23 April 2019 (Last Updated April 23rd, 2019 12:40)

The US Air Force (USAF) has awarded a $605m contract to Boeing for the production of the Wideband Global Satellite Communication Space Vehicle 11 (WGS-11).

The US Air Force (USAF) has awarded a $605m contract to Boeing for the production of the Wideband Global Satellite Communication Space Vehicle 11 (WGS-11).

The contract is a firm-fixed-price modification to the previously awarded contract. With the latest modification, the total value of the contract has increased to $2.49bn.

The WGS-11 system facilitates broadband communications connectivity for troops across the globe. It also supports critical communications for humanitarian efforts and deployed forces.

Contracted work will be carried out by Boeing in El Segundo, California, US, and is expected to be completed by 20 November 2023.

The USAF will initially obligate fiscal 2018 procurement funds of around $300m to the company.

According to Boeing, the system can operate at both X-band and Ka-band and enables networks for tactical command, control, communications, computers, intelligence, surveillance, and reconnaissance (C4ISR).

The design supports the positioning of ten Ka-band and eight X-band beams anywhere in the field of view of each satellite.

“WGS-8, WGS-9 and WGS-10 are equipped with an upgraded digital channeliser that increases the available bandwidth of earlier satellites in the series by nearly two times.”

WGS satellites are designed to operate in contested environments. The company is working in partnership with the USAF to provide the fleet with anti-jamming capabilities.

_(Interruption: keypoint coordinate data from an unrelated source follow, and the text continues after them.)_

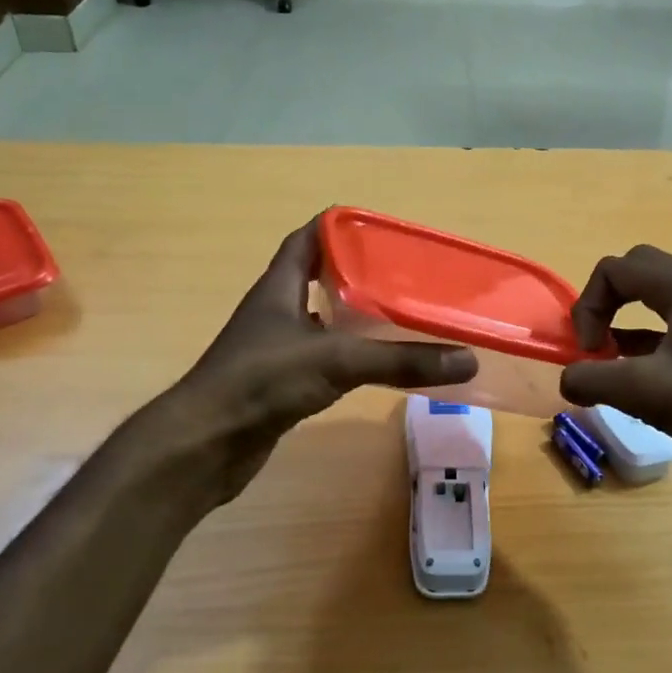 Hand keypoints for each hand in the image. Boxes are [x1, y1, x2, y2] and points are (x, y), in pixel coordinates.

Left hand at [132, 218, 476, 503]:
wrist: (204, 445)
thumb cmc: (261, 382)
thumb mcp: (336, 361)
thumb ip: (399, 360)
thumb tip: (467, 358)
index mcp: (279, 287)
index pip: (307, 238)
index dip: (339, 226)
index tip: (381, 229)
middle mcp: (275, 311)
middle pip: (317, 276)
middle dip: (356, 270)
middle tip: (403, 272)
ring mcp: (275, 348)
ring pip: (321, 318)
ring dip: (353, 312)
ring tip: (399, 312)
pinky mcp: (280, 383)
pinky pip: (321, 356)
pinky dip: (348, 353)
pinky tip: (374, 362)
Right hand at [559, 245, 671, 468]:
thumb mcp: (644, 393)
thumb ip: (592, 380)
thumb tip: (568, 379)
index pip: (616, 269)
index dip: (590, 307)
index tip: (591, 351)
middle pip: (636, 271)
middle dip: (605, 303)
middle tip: (596, 344)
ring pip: (655, 295)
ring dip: (624, 320)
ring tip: (610, 362)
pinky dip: (646, 338)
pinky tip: (638, 374) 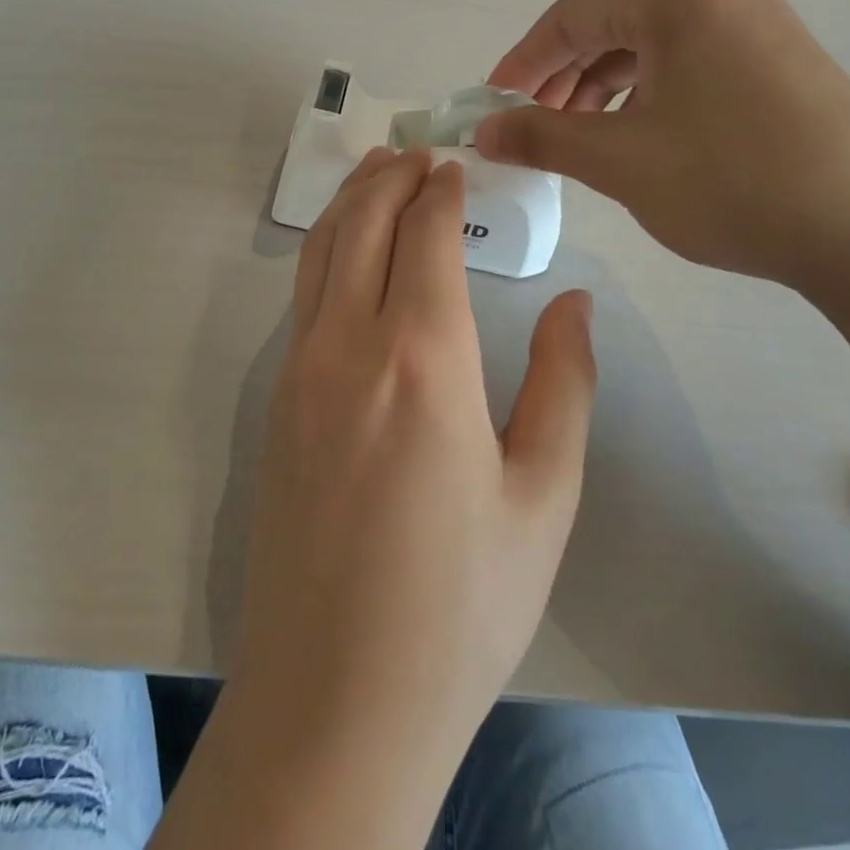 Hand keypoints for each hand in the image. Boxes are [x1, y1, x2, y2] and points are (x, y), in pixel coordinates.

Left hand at [227, 147, 595, 807]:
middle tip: (417, 151)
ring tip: (377, 174)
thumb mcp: (542, 499)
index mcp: (421, 358)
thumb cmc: (460, 605)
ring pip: (319, 252)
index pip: (425, 235)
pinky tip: (349, 253)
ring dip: (350, 202)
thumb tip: (574, 302)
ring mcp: (299, 371)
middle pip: (361, 224)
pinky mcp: (275, 402)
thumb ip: (564, 386)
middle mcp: (348, 345)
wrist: (336, 698)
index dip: (440, 190)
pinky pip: (303, 295)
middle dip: (390, 176)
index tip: (455, 163)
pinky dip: (328, 248)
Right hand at [476, 0, 849, 293]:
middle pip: (613, 26)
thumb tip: (482, 131)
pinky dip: (651, 94)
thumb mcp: (618, 160)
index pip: (571, 17)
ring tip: (582, 138)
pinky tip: (642, 135)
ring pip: (654, 46)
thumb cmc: (731, 182)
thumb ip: (540, 136)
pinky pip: (694, 62)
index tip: (490, 104)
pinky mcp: (786, 58)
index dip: (521, 62)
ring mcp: (762, 21)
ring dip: (605, 88)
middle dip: (563, 78)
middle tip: (533, 127) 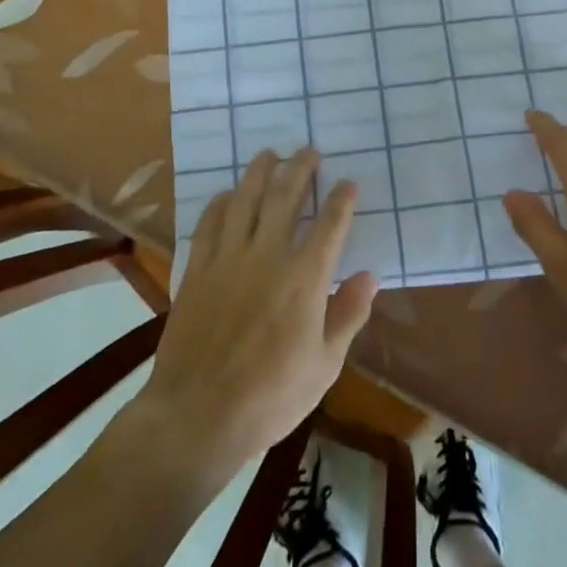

The enhancements are being carried out through two programmes that are currently under development, namely the mitigation and anti-jam enhancement (MAJE), and the protected tactical enterprise service (PTES).

Boeing received the original contract in 2001. So far, ten WGS satellites have been launched.

WGS-10 was launched last month on board United Launch Alliance’s Delta IV rocket.

WGS-8, WGS-9 and WGS-10 are equipped with an upgraded digital channeliser that increases the available bandwidth of earlier satellites in the series by nearly two times.

The constellation was originally planned to feature only ten satellites. However, Congress approved the procurement of two more satellites.

Other partner nations in the WGS project include Australia, Canada, Denmark, Luxembourg, the Netherlands and New Zealand.